La cooperativa che pensa solo ai suoi affari e non genera valore aggiunto per le persone dei Soci e per la loro comunità locale non è più una cooperativa.
Giovanni Dalle Fabbriche
 

A Bruxelles per crescere

Una delegazione di sette dirigenti della cooperazione ravennate ha partecipato a Bruxelles dal 14 al 20 giugno ad un programma di aggiornamento sulla dimensione europea della cooperazione sociale e sulla progettazione transnazionale per lo sviluppo del sistema di welfare. Il progetto rientra tra i percorsi del programma europeo “Leonardo” presentato da Educazione all’Europa di Ravenna, in partenariato con Confcooperative, BCC ravennate e imolese e Fondazione Giovanni dalle Fabbriche.

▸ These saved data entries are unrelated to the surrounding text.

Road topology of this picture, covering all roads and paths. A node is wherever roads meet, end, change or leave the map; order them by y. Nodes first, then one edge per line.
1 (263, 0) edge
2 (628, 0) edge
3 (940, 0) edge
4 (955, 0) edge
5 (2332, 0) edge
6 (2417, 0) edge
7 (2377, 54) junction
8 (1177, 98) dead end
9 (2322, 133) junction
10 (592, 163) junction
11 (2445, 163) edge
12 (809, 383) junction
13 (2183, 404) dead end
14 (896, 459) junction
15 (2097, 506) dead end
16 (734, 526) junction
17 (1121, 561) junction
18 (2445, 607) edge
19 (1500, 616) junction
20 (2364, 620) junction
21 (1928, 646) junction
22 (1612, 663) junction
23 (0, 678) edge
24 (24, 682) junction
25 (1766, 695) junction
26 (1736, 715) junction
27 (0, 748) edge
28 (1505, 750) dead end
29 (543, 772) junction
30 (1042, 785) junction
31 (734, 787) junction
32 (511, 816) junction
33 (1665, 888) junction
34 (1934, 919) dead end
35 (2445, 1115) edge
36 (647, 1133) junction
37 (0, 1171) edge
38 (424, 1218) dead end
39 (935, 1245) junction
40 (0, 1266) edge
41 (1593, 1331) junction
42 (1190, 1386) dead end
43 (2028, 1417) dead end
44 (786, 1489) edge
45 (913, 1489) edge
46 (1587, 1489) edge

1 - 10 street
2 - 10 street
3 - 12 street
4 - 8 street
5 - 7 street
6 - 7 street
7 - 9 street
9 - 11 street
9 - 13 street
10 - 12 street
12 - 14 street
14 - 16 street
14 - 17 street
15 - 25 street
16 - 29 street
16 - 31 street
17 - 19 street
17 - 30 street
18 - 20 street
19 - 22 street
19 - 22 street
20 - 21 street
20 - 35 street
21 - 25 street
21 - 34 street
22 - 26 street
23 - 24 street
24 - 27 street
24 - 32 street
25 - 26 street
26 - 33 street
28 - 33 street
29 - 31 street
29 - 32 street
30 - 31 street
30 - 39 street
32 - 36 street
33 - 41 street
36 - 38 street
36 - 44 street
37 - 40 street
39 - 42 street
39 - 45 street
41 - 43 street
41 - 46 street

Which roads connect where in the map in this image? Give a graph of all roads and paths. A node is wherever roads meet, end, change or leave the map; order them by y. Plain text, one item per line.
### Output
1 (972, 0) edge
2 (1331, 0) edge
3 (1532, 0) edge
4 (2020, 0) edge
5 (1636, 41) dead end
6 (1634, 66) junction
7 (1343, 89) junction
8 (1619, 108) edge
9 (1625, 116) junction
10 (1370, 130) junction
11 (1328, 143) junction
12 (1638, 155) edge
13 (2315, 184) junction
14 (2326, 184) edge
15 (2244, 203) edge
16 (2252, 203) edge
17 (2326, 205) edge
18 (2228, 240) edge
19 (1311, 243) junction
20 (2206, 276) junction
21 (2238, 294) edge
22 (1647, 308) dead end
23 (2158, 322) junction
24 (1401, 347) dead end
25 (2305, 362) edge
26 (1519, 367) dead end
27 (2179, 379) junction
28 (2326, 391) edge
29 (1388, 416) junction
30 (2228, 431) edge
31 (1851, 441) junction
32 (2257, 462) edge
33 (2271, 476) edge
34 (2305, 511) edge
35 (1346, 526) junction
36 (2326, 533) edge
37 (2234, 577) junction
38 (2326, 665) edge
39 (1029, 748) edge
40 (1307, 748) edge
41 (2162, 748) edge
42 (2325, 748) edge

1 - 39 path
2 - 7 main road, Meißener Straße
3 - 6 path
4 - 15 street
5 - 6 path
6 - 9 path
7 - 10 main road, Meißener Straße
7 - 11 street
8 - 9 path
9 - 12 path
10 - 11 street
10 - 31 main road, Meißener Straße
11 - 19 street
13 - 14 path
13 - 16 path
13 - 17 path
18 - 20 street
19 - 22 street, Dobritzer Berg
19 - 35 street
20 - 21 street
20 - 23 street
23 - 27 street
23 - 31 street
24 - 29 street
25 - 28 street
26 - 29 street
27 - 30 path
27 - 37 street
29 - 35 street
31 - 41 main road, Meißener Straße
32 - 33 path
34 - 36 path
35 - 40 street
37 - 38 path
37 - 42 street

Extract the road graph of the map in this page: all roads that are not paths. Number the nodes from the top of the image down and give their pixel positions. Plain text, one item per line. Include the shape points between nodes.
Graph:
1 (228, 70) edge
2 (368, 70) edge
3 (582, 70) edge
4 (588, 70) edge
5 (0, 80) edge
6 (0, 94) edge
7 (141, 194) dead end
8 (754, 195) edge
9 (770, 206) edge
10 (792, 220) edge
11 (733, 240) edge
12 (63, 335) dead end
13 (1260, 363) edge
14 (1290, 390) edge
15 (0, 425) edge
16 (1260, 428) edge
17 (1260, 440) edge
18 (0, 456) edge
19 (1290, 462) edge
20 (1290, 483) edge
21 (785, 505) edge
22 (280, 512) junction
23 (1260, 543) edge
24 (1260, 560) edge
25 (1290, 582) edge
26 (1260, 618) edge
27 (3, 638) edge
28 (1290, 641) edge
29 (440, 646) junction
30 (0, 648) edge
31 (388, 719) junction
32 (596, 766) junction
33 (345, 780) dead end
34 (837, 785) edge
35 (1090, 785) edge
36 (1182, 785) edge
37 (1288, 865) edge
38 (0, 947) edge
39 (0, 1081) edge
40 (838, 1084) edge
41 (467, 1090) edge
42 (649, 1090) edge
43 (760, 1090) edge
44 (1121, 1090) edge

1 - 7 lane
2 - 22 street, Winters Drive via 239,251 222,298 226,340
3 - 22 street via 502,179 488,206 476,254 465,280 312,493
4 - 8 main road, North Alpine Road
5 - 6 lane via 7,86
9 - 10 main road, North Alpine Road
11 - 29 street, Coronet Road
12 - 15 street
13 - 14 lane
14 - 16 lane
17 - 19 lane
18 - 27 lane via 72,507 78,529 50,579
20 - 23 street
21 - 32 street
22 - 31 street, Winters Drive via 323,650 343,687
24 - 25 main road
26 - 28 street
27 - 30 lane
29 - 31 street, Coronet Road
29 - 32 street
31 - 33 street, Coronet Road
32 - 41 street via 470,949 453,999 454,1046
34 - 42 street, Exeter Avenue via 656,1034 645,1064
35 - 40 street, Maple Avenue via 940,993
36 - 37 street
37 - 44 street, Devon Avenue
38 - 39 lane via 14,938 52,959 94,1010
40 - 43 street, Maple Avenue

Durante la permanenza a Bruxelles, il gruppo ha avuto l’opportunità, tramite Enzo Pezzini, il funzionario di Confcooperative distaccato presso l’Unione Europea, di entrare in contatto con le realtà europee legate alla cooperazione di lavoro e di servizi: l’incontro, alla Commissione Europea, con un funzionario della Direzione Generale dell’Occupazione e affari sociali sul tema delle politiche europee dell’inclusione sociale; l’incontro con Bruno Roelants, segretario generale di Cecop, la confederazione Europea Cooperative di lavoro, cooperative Sociali ed imprese partecipate; l’incontro con Rainer Schluter, direttore di Cooperatives Europe, che ha illustrato la struttura della cooperazione a livello europeo
Molto interessante la visita all’Impresa di lavoro adattato di Bruxelles “La ferme nos Pils”, una struttura locale con 150 persone impiegate di cui 110 disabili, che ha fornito l’opportunità di confrontare l’esperienza italiana con quella belga, anche a livello normativo.
Altro importante momento formativo è stato rappresentato dalla possibilità, attraverso BXL Puglia Europe, di conoscere i programmi bandiera della Direzione Generale Occupazione ed affari sociali, in particolare la tipologia di finanziamento Progress.
«Abbiamo così potuto apprendere – ci ha riferito Cristina Frega, responsabile dell’Irecoop provinciale – nuove modalità di strutturazione, redazione e presentazione di progetti europei. Un’esperienza quest’ultima molto interessante soprattutto per me che mi occupo di formazione, in quanto mi ha dato la possibilità di venire a conoscenza di nuovi canali di progettazione e finanziamenti per il sistema cooperativo.»
Quale ricaduta potrà avere sul vostro operato questa esperienza di formazione?
«Si è di fatto costituito un gruppo: abbiamo preso l’impegno di ritrovarci per organizzare e mettere a frutto quello che abbiamo appreso in questo viaggio di studio, in particolare la possibilità di sviluppare una progettazione unitaria per scambi di buone pratiche con gli altri paesi europei.»